The governments and central banks always think that they have the power to crush inflation but, in fact, they do not possess any magic wand to bring down the price levels but to wait out for the base effect to kick in for the rate of change of prices to come lower.
What Lies Ahead
An important concern is where inflation will be headed over the medium and long run. Different theories suggest different mechanisms for long-run inflation and hence possibly arrive at different answers.
Subscribers to New Keynesian theory, popular among central bankers, view long-run inflation as the product of inflation expectations. These expectations are “anchored” by monetary policy, typically around the central bank’s own inflation target. This is why central banks are concerned about long-run inflation expectations: They act as barometers of their credibility.

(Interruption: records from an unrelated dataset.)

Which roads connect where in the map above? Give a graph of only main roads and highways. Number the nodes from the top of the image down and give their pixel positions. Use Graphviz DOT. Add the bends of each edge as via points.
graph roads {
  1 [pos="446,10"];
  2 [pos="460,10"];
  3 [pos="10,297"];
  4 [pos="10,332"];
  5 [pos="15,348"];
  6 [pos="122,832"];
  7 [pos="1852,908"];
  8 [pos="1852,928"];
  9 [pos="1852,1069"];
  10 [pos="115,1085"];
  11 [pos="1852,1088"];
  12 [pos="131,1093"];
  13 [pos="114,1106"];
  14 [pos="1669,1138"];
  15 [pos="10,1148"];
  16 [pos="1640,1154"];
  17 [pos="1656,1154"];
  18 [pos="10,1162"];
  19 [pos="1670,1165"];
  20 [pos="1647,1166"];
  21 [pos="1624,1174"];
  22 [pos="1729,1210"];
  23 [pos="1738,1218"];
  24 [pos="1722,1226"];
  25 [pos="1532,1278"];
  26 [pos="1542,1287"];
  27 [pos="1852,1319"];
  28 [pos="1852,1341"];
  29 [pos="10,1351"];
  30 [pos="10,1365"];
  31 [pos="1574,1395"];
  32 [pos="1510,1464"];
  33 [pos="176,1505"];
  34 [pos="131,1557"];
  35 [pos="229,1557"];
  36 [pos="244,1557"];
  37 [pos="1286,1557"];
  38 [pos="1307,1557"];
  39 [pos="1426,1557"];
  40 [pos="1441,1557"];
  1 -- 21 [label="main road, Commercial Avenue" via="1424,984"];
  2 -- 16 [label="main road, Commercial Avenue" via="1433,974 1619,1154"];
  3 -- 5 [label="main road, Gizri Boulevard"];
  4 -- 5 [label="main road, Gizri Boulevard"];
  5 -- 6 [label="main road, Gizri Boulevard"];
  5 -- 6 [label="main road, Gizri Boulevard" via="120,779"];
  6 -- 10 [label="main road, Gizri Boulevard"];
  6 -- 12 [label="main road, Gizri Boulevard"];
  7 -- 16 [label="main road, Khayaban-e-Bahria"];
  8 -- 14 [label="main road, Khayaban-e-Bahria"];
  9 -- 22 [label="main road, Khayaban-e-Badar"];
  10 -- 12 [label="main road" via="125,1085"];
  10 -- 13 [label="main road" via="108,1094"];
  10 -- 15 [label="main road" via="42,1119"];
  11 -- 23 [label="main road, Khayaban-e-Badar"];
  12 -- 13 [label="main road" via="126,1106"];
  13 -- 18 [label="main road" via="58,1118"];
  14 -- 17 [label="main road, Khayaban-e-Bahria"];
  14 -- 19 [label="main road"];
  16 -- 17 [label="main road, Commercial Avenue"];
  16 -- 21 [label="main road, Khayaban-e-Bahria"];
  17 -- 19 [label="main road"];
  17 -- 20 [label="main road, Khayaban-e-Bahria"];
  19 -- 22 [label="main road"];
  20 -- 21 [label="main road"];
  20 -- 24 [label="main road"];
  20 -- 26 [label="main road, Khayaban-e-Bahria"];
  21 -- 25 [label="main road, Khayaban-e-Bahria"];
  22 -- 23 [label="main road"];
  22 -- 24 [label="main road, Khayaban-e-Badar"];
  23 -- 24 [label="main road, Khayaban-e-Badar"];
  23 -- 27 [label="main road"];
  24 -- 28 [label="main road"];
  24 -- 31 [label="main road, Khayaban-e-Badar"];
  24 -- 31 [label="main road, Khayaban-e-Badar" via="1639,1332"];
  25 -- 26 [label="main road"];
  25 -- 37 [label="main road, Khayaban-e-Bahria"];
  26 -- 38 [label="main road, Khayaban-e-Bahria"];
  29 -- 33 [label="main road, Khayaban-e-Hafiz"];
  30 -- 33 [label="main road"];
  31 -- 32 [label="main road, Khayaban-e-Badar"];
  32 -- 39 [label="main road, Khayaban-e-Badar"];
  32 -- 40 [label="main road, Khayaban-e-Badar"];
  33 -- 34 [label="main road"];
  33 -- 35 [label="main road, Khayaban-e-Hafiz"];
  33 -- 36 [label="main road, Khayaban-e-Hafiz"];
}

In contrast, monetarists and subscribers to the fiscal theory of price level attribute long-run inflation to the growth rate of government nominal liabilities (money and debt). Critically, long-run inflation depends on who controls this growth rate.
Nixon tried to stop inflationary psychology by instituting wage and price controls. His successor, Gerald Ford, organised the Whip Inflation Now campaign, urging disciplined spending habits and personal savings. Both didn’t work
Changes in the fiscal stance have been an important driver of inflation during the past 70 years. When budget deficits have widened, annual inflation has pushed close to or above 5%, especially after the US went off the gold standard in 1971. The last two decades witnessed a surge in public debt worldwide. In advanced economies, the public debt burden soared from about 70% of GDP in 2001 to above 120% of GDP in 2021. Higher debt levels drain an economy of productivity if the debt is not being used to generate a future income stream to repay both the principal and the interest. If the debt does not generate a lasting income stream (unproductive debt), then future income must be diverted from productive use to repay the principal and the interest
The correlation is not one to one — however, it is almost always the case that when fiscal slippages occur, the central banks end up monetising a larger amount of government debt. If the central bank accommodates fiscal policy, then it is the fiscal authority that determines the growth rate of government liabilities and, thus, long-run inflation. This situation is known as “fiscal dominance.” Alternatively, the fiscal authority may curb its expansionist impulses if it believes the central bank will do whatever it takes to keep inflation within its target.
Setting the fiscal dominance scenario aside, New Keynesian, monetarist and the fiscal theory of the price level theories agree that the central banks’ credibility is critical for the control of long-run inflation. Depending on one’s view, this involves managing long-run inflation expectations or avoiding situations in which the fiscal authority challenges the central banks’ willingness to defend the inflation target. High inflation currently poses a risk to this credibility. It would be very costly if central banks were to lose the credibility of their inflation target and conduct policy to regain it.
In summary, given the toxic interaction with already very high debt levels and rising inflation expectations, the central banks’ plans could easily be derailed and their monetary tightening may not sustainably bring down inflation. Eventually, it would be realised that this spell of inflation may not mean reverting in nature so long as the public debt is at elevated levels. And it can be controlled only by pruning the debt levels of the governments.